- [Aim of the exercise]
Wherever the string "elements" occurs in a line of these records, report that line.

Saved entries

--------------------------------------------------

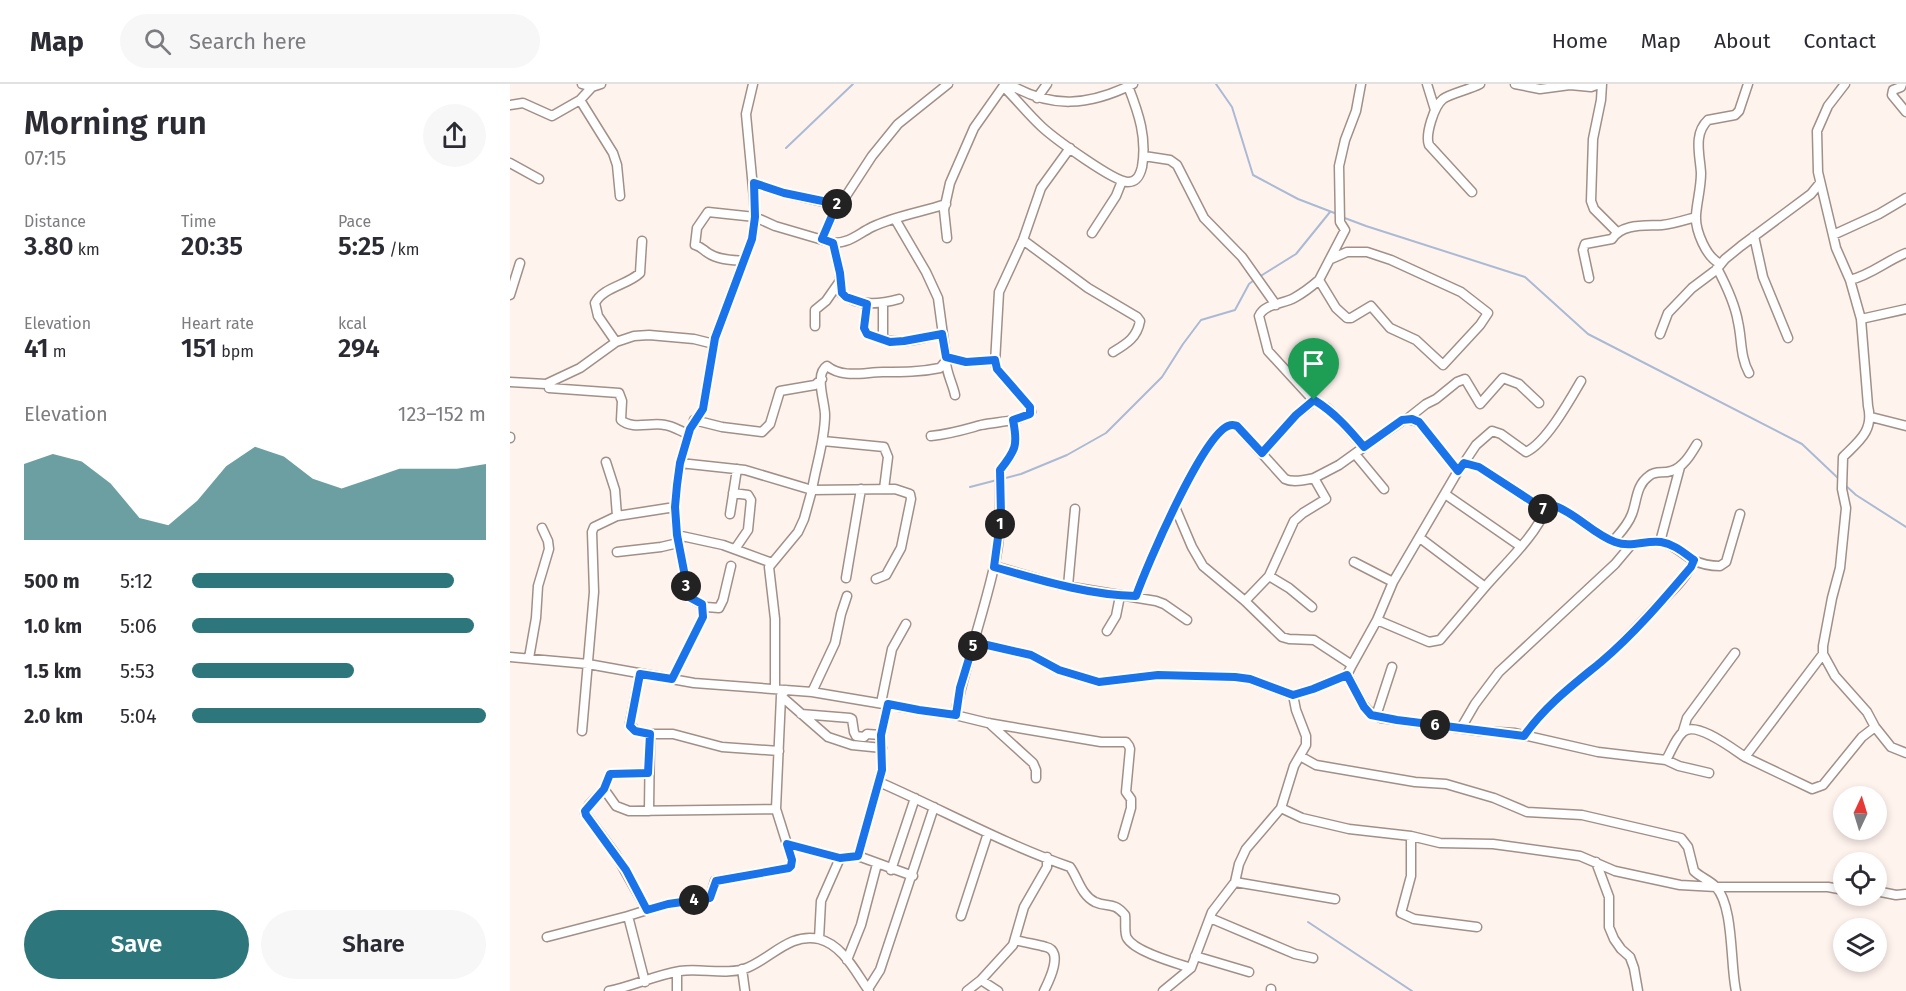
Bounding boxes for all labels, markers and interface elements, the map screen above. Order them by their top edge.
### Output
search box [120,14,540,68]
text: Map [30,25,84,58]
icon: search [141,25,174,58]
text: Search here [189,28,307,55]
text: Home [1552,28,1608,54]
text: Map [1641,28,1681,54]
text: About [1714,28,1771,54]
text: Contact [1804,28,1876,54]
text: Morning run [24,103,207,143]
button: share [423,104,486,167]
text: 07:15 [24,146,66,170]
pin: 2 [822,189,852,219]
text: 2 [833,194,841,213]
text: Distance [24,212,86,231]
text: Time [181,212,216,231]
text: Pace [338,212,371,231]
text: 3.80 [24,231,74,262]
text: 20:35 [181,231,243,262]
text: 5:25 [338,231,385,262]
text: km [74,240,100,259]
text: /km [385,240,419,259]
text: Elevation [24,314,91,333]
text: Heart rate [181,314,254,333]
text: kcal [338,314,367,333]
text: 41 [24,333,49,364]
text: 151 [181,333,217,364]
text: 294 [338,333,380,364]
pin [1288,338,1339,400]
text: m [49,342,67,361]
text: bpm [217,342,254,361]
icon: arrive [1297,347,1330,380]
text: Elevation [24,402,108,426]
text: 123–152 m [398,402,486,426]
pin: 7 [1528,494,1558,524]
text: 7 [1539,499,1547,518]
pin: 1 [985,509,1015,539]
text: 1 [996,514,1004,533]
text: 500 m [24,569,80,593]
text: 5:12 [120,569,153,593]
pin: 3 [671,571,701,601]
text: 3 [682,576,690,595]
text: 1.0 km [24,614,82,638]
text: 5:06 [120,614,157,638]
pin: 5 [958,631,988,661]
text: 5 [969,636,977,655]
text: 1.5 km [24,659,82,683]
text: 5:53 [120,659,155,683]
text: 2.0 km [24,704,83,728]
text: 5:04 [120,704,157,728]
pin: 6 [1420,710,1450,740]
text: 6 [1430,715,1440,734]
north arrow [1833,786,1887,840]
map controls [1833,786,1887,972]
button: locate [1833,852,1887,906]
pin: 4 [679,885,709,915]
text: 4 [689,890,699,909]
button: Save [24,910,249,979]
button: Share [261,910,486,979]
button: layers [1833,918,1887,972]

--------------------------------------------------

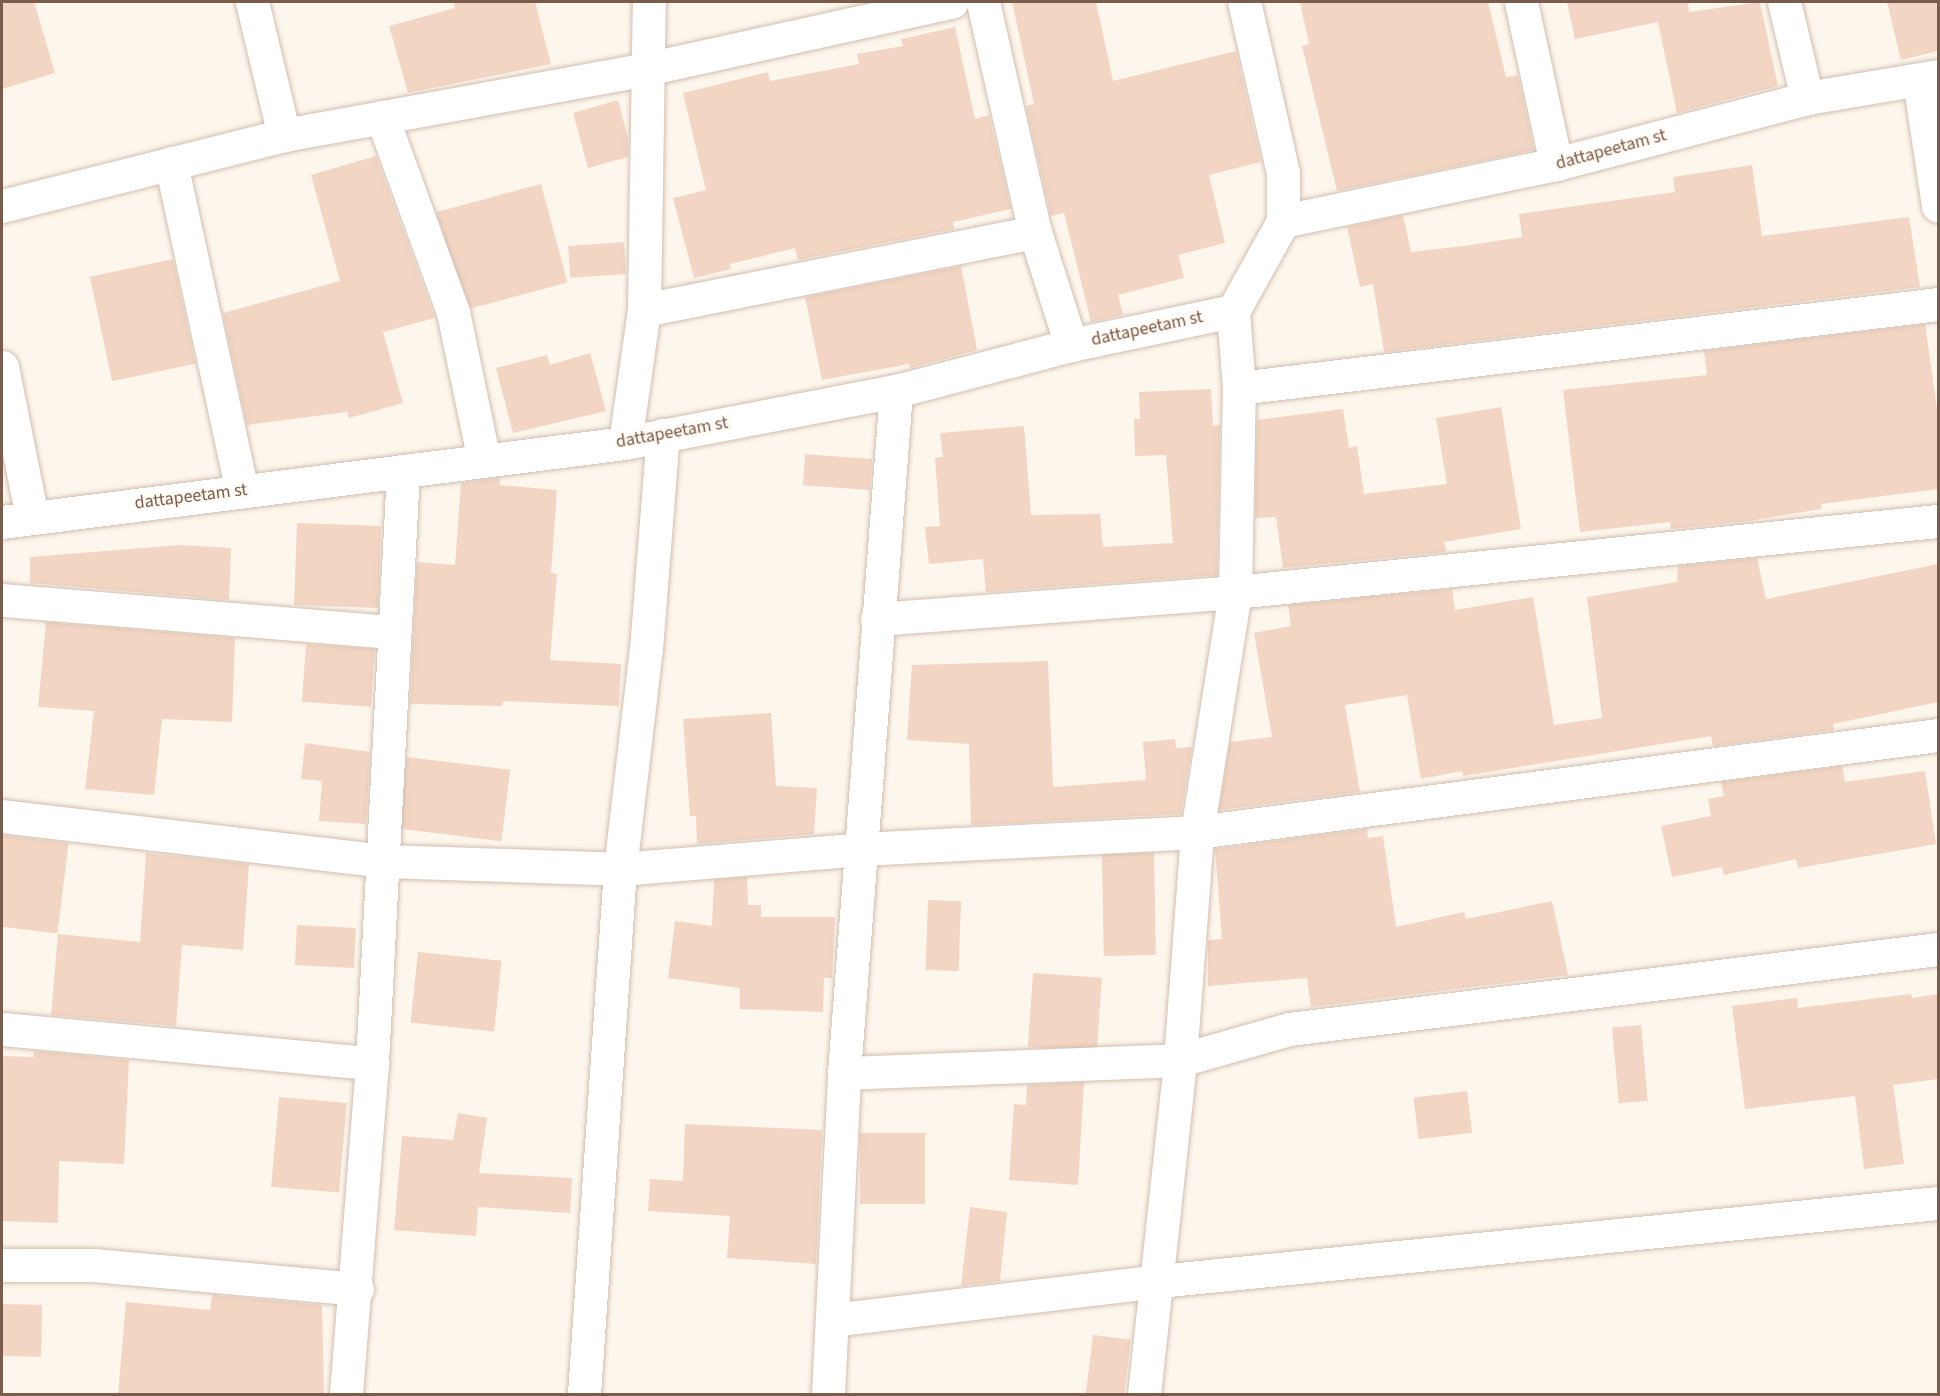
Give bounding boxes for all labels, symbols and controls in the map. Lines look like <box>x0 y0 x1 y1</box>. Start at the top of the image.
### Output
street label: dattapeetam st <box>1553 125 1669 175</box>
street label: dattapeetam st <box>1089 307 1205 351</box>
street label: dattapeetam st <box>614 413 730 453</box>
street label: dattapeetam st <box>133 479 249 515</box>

--------------------------------------------------

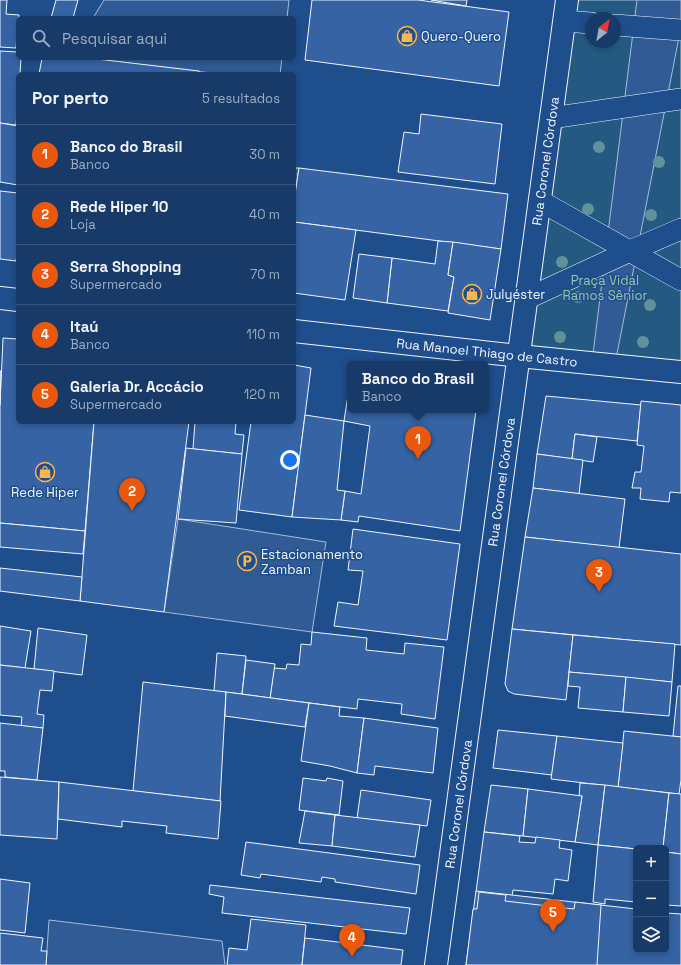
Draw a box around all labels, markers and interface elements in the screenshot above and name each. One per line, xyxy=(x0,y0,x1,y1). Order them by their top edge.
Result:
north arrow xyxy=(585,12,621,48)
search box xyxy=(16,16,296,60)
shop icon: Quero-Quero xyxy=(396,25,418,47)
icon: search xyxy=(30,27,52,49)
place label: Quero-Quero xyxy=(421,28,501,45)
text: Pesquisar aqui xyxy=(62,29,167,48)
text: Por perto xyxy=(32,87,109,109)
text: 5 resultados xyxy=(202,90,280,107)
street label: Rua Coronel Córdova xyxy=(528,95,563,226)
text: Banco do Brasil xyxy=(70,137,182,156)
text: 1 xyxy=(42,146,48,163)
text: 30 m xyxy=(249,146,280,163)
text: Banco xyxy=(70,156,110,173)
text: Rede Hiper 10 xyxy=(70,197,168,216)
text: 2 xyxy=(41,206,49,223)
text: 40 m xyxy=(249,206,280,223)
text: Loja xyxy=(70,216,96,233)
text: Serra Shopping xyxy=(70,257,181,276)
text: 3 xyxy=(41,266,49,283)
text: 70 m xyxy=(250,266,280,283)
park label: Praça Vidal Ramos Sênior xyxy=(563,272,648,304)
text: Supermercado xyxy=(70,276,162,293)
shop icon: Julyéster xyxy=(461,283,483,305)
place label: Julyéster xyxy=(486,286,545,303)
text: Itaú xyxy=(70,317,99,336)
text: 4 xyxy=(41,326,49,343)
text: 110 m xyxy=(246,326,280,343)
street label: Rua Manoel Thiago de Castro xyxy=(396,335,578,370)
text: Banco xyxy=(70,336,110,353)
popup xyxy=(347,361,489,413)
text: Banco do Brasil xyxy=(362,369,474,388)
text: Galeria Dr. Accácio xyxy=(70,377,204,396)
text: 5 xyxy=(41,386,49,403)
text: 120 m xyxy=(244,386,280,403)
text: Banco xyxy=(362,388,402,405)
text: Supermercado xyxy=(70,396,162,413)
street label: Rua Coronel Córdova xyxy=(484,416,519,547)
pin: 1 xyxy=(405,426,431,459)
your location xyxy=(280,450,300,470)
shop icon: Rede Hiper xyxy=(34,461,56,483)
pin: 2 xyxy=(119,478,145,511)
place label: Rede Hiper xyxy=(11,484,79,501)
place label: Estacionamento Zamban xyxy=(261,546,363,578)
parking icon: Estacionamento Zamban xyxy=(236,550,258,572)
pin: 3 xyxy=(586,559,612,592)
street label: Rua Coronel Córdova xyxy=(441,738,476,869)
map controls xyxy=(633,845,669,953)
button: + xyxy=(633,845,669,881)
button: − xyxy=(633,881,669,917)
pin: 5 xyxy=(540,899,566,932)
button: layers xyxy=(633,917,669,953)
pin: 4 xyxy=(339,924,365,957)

--------------------------------------------------

- [Answer section]
Bounding boxes for all labels, markers and interface elements, the map screen above. Order them by their top edge.
Draw a box around all labels, markers and interface elements in the screenshot above and name each. One per line, xyxy=(x0,y0,x1,y1). Order them by their top edge.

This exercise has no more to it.